32. Eisers hebben ten slotte hun vrees geuit voor geluidsoverlast, lichtschittering, toename van de kans op vogelgriep en toename van de verkeersdynamiek als gevolg van het project. Verweerder heeft in het verweerschrift en de Nota beantwoording zienswijzen deze vrees van eisers gemotiveerd weersproken. Eisers hebben hun beroepsgronden op deze punten niet nader onderbouwd. De beroepsgronden slagen dan niet.

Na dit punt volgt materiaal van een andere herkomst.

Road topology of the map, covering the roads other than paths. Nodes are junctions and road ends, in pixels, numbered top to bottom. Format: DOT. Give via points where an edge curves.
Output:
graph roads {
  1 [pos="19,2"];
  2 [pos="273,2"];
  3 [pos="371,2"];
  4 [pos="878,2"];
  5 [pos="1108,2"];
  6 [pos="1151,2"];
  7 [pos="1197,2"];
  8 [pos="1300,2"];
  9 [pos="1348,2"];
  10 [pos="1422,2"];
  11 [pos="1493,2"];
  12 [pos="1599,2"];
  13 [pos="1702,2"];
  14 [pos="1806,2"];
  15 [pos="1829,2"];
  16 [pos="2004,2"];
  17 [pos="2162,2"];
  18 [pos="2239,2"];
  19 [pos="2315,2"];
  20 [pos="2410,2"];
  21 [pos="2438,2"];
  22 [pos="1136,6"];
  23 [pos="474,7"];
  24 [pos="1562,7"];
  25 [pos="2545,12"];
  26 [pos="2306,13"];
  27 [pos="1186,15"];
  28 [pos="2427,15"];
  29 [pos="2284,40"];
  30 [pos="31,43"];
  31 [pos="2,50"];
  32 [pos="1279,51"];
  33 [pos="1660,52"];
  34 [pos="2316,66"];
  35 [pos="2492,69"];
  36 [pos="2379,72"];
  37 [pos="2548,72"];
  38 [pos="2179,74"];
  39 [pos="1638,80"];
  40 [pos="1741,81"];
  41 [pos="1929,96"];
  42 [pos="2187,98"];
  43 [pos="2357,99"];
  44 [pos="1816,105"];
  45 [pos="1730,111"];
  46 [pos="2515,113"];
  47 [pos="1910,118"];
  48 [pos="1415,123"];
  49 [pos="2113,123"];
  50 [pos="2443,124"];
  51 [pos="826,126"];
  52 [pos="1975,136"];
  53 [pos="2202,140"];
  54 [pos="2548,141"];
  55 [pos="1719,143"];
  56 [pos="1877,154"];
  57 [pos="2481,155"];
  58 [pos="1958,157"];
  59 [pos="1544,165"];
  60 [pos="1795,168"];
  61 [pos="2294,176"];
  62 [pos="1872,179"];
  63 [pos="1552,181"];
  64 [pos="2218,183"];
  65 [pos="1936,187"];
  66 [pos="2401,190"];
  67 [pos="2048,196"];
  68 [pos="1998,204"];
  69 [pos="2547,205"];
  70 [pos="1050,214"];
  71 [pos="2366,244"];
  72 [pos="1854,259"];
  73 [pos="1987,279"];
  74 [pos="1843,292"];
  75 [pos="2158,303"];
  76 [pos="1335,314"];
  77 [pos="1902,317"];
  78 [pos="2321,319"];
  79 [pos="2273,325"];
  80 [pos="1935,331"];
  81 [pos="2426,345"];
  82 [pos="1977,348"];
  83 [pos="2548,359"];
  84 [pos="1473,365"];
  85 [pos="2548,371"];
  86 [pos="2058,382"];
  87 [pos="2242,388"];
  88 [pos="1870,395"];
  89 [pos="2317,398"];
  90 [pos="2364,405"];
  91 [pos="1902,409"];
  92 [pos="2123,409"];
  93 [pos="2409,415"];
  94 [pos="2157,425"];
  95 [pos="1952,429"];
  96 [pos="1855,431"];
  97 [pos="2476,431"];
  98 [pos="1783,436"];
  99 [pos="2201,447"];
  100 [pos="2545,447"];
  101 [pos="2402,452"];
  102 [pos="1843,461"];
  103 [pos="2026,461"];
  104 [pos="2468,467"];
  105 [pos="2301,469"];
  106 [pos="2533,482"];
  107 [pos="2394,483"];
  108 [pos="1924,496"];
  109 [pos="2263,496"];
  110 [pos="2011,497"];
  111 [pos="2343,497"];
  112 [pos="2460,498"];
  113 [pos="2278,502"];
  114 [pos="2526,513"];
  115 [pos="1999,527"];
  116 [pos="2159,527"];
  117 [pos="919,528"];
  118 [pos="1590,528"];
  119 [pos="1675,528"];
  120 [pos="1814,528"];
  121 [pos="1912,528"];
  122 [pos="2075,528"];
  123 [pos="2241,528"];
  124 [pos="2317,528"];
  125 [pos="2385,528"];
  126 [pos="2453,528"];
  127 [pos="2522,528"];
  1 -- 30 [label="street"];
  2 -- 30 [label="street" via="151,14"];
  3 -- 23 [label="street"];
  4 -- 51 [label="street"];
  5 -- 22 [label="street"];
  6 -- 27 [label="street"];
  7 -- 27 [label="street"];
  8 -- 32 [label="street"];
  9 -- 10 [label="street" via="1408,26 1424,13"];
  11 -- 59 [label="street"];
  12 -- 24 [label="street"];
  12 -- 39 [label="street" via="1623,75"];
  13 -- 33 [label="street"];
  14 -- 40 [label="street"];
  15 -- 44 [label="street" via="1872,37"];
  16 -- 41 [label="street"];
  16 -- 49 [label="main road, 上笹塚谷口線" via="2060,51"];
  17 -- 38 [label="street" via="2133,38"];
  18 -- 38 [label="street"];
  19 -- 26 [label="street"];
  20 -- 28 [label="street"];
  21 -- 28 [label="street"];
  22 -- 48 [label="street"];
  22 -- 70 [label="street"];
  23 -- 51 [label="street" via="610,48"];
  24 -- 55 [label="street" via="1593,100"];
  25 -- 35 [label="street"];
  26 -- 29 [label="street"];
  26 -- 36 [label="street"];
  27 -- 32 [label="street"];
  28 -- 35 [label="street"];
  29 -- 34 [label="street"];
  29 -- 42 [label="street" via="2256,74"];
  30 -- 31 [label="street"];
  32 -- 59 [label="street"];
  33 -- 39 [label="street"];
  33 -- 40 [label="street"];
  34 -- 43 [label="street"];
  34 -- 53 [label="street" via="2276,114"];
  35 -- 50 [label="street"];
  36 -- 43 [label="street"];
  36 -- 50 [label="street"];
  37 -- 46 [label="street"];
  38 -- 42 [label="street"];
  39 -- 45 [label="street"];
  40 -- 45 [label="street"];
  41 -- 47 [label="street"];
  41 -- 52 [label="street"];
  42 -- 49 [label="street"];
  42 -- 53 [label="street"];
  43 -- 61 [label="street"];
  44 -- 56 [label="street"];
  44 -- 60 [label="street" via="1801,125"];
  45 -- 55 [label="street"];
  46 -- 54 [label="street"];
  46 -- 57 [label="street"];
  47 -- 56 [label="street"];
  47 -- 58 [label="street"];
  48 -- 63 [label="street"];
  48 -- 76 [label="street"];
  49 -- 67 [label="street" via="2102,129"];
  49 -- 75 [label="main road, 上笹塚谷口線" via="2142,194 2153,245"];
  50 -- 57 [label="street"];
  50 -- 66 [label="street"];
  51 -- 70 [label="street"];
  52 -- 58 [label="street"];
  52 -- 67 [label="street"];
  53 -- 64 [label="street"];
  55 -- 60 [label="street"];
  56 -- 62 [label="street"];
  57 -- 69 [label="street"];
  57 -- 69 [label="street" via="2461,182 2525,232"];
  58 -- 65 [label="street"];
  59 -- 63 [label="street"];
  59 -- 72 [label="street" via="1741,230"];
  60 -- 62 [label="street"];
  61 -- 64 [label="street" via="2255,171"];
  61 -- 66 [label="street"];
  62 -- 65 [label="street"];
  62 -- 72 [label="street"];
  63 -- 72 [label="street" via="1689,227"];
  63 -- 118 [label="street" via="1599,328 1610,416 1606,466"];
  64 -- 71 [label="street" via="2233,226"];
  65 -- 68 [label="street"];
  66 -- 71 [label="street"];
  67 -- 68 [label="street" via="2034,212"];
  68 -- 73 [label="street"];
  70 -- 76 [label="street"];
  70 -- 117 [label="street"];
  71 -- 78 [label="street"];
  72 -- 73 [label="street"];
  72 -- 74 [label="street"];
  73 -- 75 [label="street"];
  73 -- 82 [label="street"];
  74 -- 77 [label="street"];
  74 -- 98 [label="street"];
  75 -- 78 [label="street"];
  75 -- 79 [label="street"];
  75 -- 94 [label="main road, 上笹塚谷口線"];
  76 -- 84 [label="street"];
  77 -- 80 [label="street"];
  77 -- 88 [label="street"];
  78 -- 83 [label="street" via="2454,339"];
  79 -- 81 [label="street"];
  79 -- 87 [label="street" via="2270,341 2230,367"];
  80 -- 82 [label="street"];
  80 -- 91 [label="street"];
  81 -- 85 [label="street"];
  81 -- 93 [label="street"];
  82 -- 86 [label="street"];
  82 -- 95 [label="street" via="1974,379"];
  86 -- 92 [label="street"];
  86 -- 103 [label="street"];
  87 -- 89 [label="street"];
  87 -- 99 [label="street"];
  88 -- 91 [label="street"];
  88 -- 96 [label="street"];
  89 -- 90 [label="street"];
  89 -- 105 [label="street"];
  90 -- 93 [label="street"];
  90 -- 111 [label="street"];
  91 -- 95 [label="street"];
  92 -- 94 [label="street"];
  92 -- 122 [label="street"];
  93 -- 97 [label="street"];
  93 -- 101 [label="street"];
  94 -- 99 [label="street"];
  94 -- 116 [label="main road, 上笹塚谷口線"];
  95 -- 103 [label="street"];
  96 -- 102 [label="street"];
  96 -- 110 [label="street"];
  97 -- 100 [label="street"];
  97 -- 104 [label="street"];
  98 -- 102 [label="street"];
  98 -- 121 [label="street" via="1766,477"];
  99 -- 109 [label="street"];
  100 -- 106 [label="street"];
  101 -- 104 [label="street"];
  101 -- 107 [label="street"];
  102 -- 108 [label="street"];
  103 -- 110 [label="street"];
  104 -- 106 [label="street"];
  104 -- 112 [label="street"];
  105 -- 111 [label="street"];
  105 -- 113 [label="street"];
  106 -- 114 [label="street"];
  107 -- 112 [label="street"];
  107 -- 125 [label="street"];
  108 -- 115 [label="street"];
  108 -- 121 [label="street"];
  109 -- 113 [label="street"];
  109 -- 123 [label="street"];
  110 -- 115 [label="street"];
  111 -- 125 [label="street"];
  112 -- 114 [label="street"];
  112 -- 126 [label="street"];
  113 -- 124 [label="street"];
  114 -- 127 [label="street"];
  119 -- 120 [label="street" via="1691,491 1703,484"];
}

33. Zoals hiervoor is overwogen is het bestreden besluit in strijd met de toepasselijke procedurele bepalingen uit afdeling 3.4 van de Awb en paragraaf 6.3 van het Bor tot stand gekomen en in strijd met artikel 3:2 en artikel 3:46 van de Awb onzorgvuldig voorbereid en niet deugdelijk gemotiveerd. Op grond van artikel 8:51a, eerste lid, van de Awb kan de rechtbank het bestuursorgaan in de gelegenheid stellen een gebrek in het bestreden besluit te herstellen of te laten herstellen. Op grond van artikel 8:80a van de Awb doet de rechtbank dan een tussenuitspraak.
34. De rechtbank ziet geen aanleiding om verweerder in de gelegenheid te stellen de gebreken te herstellen. Aan het bestreden besluit kleven meerdere gebreken die zowel procedureel als inhoudelijk van aard zijn. Deze gebreken maken onder meer dat het aannemelijk is dat de aanvraag aangevuld moet worden. Daarvoor moet onder meer een concreet beplantingsplan in overleg met eisers gemaakt worden. Vervolgens zal verweerder vanwege de aard en de ernst van de procedurele gebreken een nieuw ontwerpbesluit moeten nemen. Daarbij, en bij het daarna te nemen definitieve besluit, dient verweerder de toepasselijke procedurele bepalingen in acht te nemen. Er dient door verweerder dus onder toepassing van afdeling 3.4 van de Awb opnieuw te worden beslist op de (aangevulde) aanvraag. De uitkomst daarvan, het benodigde tijdsbestek en de deelname van eventuele andere belanghebbenden is zodanig ongewis, dat een bestuurlijke lus niet in de rede ligt.
35. De beroepen van eisers zijn gegrond en het bestreden besluit wordt vernietigd. Verweerder zal een nieuw besluit moeten nemen met inachtneming van deze uitspraak. De rechtbank stelt hiervoor een termijn van 26 weken. Daarbij sluit de rechtbank aan bij de in artikel 3:18, eerste lid, van de Awb genoemde termijn.
36. Omdat de rechtbank het beroep gegrond verklaart, bepaalt de rechtbank dat verweerder aan eisers het door hen betaalde griffierecht van ieder € 165,- vergoedt.
37. Eisers hebben verzocht om vergoeding van verletkosten. Op grond van artikel 1, aanhef en onder d, van het Besluit proceskosten bestuursrecht (Bpb) komen verletkosten voor vergoeding in aanmerking. Overeenkomstig het overgelegde proceskostenformulier begroot de rechtbank deze kosten voor eisers 1 op totaal € 150,-, voor twee personen maal
3 uur verzuim van het werk.
Eisers 2 hebben voor [eiser 3] een vergoeding van totaal € 160,- gevraagd, bestaande uit € 50,- (2,5 uur á € 20,- per uur) voor het bijwonen van de zitting en € 110,- voor het opnemen van één vrije dag vanwege werk op locatie. Daartoe hebben eisers 2 een verklaring van de werkgever van [eiser 3] overgelegd, waaruit blijkt dat er een vrije dag is opgenomen voor het bijwonen van de zitting en een tarief van € 20,- per uur wordt geadviseerd. Omdat niet onderbouwd of gebleken is dat een gehele vrije dag opgenomen moet worden voor het bijwonen van de zitting, ziet de rechtbank geen aanleiding de gevraagde € 110,- toe te wijzen. Voor het bijwonen van de zitting begroot de rechtbank de verletkosten van [eiser 3] in navolging van eisers 1 op 3 uur á € 25,- per uur, dus totaal € 75,-.